TYPE B: You do everything you possibly can to avoid eye-contact. And, if heaven-forebid, you do accidently look at them, then ARGH! Its the look away quick and pretend to be interested in something else. After all, you're not foreign like them are you, you've probably been living here a while and consider yourself 'at-one' with Japanese culture. You may even go one step further to say you are a Japanese, but then again, no....

TYPE C: Usually located in the suburbs or rural areas, can be friendly. Saying 'Hi! where you from - you speak English?' but, this type of forienger is hard to come by. Theyve probably only been in Japan a short amount of time too - the longer you stay, they further you want to distance yourself from other foreigners - a type B.

Why cant there be more type C foreingers in Tokyo? The ones that dont really care how long youve been here, why you came or what you are doing here. Just the fact that you are the same - outsiders in the land where outsiders aren't ever fully excepted, however long your passport says you've been here.

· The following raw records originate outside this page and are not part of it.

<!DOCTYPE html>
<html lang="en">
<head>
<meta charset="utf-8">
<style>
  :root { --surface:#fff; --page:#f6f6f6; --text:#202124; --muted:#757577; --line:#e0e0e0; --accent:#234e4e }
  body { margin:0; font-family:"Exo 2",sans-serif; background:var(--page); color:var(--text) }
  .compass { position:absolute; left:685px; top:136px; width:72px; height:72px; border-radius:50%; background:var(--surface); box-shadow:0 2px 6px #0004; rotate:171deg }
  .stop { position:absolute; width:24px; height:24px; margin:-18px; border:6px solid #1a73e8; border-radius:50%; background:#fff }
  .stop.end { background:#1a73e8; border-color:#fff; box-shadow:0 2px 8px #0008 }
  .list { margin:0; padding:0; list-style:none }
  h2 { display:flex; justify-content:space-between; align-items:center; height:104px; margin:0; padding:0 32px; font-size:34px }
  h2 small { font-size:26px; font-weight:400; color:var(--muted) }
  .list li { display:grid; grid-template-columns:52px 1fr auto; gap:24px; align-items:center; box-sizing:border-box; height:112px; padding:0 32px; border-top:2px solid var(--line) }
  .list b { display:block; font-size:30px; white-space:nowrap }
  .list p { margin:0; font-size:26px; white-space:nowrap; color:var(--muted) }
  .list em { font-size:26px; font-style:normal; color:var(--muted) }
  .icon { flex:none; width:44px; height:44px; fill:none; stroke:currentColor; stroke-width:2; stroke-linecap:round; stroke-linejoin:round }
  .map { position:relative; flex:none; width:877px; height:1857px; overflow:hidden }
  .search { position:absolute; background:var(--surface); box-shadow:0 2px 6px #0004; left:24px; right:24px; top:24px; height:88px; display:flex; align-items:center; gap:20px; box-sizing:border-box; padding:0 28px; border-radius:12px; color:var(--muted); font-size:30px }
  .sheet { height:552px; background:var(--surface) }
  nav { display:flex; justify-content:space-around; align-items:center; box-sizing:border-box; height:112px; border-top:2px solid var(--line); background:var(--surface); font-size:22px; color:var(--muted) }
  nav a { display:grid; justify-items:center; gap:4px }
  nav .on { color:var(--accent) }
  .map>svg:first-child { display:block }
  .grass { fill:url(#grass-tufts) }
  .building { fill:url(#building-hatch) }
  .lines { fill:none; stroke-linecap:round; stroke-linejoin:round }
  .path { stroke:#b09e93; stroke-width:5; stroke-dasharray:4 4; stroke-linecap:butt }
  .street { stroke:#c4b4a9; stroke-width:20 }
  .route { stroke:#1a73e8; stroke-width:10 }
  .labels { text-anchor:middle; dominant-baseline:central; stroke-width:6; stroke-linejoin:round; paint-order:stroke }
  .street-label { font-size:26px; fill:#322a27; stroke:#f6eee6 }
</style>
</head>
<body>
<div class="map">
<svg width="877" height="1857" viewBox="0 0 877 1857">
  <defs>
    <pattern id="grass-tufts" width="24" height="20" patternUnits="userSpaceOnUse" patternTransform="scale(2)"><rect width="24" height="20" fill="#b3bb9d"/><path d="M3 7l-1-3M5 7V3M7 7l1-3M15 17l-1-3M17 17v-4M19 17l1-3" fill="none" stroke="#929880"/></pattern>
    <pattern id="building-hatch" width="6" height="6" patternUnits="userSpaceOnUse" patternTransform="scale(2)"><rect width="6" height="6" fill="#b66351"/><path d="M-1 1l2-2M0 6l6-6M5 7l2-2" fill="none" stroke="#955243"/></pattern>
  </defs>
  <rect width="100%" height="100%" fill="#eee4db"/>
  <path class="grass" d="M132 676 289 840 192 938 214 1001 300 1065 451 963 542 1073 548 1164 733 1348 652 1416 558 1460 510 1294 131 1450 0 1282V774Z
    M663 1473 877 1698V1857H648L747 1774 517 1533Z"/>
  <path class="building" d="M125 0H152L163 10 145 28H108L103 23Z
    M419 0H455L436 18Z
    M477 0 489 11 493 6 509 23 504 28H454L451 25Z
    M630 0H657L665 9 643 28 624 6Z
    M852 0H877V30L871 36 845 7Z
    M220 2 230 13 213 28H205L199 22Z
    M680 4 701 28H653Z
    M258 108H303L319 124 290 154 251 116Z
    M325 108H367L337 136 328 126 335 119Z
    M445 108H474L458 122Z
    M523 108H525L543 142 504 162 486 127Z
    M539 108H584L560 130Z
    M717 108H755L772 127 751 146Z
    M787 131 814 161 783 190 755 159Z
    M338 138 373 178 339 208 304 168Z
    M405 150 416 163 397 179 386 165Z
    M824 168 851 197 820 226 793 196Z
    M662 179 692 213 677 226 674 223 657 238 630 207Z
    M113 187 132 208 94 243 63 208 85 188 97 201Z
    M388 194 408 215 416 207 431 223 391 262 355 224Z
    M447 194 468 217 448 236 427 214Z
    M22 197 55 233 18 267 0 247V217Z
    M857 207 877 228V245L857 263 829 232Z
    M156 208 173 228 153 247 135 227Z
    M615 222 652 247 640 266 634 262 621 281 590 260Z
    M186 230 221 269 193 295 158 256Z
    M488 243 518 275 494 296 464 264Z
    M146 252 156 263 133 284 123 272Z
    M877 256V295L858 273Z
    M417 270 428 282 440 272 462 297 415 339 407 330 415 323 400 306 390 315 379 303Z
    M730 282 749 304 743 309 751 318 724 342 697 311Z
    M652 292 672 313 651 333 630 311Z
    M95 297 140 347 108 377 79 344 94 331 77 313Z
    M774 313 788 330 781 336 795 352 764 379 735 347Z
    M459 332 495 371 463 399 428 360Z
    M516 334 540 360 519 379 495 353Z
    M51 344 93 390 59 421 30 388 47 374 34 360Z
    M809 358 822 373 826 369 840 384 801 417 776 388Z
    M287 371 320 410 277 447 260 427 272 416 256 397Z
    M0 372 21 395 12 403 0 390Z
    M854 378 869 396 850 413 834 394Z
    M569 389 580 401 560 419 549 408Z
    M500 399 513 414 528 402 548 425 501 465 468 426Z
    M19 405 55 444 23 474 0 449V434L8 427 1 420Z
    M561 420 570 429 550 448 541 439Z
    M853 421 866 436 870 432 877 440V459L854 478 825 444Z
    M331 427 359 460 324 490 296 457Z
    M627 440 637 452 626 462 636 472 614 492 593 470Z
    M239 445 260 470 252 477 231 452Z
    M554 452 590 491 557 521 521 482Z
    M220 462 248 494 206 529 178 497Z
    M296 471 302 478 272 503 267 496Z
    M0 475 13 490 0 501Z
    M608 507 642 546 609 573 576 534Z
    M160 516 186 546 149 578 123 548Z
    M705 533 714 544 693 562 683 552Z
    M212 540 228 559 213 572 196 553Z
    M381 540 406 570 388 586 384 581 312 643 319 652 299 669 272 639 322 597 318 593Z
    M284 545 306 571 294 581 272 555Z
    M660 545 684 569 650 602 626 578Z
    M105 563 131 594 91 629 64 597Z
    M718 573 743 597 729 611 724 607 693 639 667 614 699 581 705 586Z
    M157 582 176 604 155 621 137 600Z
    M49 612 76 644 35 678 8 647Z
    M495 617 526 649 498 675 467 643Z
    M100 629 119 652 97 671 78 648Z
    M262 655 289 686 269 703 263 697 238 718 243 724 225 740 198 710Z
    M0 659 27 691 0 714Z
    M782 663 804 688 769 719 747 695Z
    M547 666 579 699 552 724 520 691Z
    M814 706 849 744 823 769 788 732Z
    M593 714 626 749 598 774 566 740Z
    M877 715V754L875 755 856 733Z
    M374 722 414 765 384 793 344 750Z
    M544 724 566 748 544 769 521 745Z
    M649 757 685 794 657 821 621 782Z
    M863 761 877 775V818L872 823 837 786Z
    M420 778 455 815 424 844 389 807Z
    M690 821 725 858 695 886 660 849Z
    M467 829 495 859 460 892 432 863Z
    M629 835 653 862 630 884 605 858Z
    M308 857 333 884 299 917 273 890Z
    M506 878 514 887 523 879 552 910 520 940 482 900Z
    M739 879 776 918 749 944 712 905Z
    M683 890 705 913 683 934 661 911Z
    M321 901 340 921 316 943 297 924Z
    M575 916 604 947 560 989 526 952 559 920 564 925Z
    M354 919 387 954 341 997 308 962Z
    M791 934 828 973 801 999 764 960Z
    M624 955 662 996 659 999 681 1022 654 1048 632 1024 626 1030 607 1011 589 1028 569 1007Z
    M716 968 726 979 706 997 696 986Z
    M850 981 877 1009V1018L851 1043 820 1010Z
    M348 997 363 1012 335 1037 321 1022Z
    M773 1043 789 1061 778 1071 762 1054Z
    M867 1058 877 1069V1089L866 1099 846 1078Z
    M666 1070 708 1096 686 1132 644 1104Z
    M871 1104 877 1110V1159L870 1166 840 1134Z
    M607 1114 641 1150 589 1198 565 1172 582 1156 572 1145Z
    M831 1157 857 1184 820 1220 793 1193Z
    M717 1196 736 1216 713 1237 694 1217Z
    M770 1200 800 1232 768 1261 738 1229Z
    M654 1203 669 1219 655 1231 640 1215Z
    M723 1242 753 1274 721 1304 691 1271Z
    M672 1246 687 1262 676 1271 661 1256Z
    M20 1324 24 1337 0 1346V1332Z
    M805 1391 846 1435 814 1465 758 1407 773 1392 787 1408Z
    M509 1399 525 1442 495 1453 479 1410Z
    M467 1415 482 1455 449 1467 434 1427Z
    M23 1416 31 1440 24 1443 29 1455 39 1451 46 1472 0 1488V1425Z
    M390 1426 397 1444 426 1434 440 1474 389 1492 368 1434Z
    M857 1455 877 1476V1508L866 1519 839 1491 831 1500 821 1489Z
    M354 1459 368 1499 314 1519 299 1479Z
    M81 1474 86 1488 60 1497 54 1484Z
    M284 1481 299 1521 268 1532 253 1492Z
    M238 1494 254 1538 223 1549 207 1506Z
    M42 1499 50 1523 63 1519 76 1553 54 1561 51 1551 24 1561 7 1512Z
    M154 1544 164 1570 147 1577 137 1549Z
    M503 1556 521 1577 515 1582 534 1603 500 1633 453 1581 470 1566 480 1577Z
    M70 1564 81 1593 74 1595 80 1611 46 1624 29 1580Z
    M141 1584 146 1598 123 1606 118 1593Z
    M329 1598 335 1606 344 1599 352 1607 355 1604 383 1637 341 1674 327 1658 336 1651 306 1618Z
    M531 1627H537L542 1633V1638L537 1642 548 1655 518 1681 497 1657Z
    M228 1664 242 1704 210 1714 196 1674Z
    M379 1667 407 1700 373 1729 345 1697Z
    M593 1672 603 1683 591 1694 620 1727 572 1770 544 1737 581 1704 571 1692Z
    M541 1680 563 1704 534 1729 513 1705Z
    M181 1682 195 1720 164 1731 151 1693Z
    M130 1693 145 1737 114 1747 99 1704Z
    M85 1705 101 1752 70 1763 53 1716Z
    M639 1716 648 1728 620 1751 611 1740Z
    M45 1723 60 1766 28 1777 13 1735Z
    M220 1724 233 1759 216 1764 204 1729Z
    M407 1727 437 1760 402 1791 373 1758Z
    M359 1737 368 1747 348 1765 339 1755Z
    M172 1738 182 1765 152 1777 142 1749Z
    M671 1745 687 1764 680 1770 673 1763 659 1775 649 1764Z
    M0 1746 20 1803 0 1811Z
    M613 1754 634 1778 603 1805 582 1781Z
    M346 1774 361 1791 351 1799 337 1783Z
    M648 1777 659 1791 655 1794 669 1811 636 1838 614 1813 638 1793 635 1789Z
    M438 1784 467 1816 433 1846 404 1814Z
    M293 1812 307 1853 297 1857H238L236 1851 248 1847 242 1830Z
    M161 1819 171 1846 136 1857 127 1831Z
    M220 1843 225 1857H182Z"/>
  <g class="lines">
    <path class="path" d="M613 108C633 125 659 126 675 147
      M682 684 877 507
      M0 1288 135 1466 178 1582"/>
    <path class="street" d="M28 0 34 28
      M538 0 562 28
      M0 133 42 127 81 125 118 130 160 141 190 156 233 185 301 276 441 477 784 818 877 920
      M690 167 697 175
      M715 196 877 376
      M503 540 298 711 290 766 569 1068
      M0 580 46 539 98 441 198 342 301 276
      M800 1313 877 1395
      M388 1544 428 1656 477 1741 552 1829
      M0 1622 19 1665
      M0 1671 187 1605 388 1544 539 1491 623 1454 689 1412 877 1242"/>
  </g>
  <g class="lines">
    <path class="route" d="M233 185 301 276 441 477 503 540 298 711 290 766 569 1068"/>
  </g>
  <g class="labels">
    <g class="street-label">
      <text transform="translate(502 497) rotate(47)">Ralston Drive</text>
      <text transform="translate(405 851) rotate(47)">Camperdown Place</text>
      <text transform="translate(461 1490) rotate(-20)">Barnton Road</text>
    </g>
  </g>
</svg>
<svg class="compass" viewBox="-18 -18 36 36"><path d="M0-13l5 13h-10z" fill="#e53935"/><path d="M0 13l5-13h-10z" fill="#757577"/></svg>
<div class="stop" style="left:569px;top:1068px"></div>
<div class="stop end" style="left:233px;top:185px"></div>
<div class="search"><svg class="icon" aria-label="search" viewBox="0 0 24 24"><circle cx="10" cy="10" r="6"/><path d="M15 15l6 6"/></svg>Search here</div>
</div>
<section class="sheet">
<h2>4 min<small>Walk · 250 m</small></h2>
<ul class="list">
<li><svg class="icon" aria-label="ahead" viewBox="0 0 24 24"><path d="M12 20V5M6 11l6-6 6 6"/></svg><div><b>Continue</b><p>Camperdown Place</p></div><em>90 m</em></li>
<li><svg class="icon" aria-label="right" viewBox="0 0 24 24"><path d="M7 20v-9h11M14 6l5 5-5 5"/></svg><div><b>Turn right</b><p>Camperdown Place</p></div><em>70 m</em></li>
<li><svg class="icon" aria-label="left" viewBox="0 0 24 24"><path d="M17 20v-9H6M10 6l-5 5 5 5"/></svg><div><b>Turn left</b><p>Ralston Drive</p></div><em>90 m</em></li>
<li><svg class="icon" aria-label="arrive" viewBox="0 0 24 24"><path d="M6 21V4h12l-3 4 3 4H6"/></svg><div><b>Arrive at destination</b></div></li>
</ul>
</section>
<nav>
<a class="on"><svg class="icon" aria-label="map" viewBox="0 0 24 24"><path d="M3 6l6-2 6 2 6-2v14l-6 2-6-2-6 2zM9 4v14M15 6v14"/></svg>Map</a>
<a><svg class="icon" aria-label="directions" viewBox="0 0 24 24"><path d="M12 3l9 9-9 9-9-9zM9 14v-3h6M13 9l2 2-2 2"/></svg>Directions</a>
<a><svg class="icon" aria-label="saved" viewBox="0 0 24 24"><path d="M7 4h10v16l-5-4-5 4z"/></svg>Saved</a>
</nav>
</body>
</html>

Also, why cant London be more like Tokyo? Maybe Tokyoites are naive. Maybe Londoners are too criminal-minded. In Japan, you can meet up with a stranger from the internet who you plan to just practise Japanese with without feeling too alarmed. In London, wow - you are brave, that internet person is bound to be a mass-murderer, or a rapist, or a ..... If you forget your bag in the cafe in Tokyo, you can go back and be 75% sure its still gonne be there, contents still intact. If you forget your bag in London, even if you are lucky and the bag is still there or someone has handed it in, youll probably notice your wallet gone or if not, the money inside. You'd never think of leaving your umbrella outside the shop when its raining. -ITS RAINING! - someone who hasnt got an umbrella is bound to take it, its an open invitation. And those expensive shoes you saved up for ages to buy? theres no way you will leave them in the shoe 'case' at the swimming pool for all and sundry to take while you innocently swim.

Hmm. Tokyo. Gonna be strange converting myself to be extra self-alert when I return to London.

Dangerous time? Or over-thinking (as usual)?